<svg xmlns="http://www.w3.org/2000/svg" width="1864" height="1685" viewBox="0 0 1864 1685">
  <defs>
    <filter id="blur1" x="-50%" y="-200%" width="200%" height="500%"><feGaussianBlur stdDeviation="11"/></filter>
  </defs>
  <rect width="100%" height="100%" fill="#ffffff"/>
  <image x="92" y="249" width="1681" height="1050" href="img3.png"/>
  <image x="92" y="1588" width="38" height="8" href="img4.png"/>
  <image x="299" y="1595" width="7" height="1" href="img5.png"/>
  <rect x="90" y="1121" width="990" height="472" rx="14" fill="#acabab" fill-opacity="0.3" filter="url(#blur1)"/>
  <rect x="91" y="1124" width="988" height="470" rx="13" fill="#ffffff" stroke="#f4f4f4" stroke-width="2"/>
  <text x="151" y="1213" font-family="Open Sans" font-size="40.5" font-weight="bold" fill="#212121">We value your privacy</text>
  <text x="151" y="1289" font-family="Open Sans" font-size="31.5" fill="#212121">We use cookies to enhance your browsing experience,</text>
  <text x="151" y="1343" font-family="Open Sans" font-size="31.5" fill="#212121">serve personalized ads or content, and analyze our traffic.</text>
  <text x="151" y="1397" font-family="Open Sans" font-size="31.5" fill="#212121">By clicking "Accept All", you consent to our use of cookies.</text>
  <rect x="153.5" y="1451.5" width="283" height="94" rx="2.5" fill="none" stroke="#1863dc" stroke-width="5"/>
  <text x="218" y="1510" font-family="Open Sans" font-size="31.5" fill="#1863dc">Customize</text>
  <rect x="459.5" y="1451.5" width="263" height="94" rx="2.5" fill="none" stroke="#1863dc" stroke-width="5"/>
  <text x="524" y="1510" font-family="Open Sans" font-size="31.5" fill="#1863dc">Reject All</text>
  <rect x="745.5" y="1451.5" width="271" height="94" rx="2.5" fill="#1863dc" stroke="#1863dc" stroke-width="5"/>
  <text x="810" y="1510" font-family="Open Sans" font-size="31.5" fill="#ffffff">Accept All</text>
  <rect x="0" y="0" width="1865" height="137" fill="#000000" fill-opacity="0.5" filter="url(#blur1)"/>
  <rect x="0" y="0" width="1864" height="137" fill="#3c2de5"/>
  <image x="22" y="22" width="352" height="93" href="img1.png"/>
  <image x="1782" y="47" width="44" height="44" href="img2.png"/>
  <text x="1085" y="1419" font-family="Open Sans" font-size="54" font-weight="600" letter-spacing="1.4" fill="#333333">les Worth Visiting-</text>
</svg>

§ **THE TASK**
Among the records above, find each line containing the string "ffffff" and copy it.

§ **TASK SOLUTION**
  <rect width="100%" height="100%" fill="#ffffff"/>
  <rect x="91" y="1124" width="988" height="470" rx="13" fill="#ffffff" stroke="#f4f4f4" stroke-width="2"/>
  <text x="810" y="1510" font-family="Open Sans" font-size="31.5" fill="#ffffff">Accept All</text>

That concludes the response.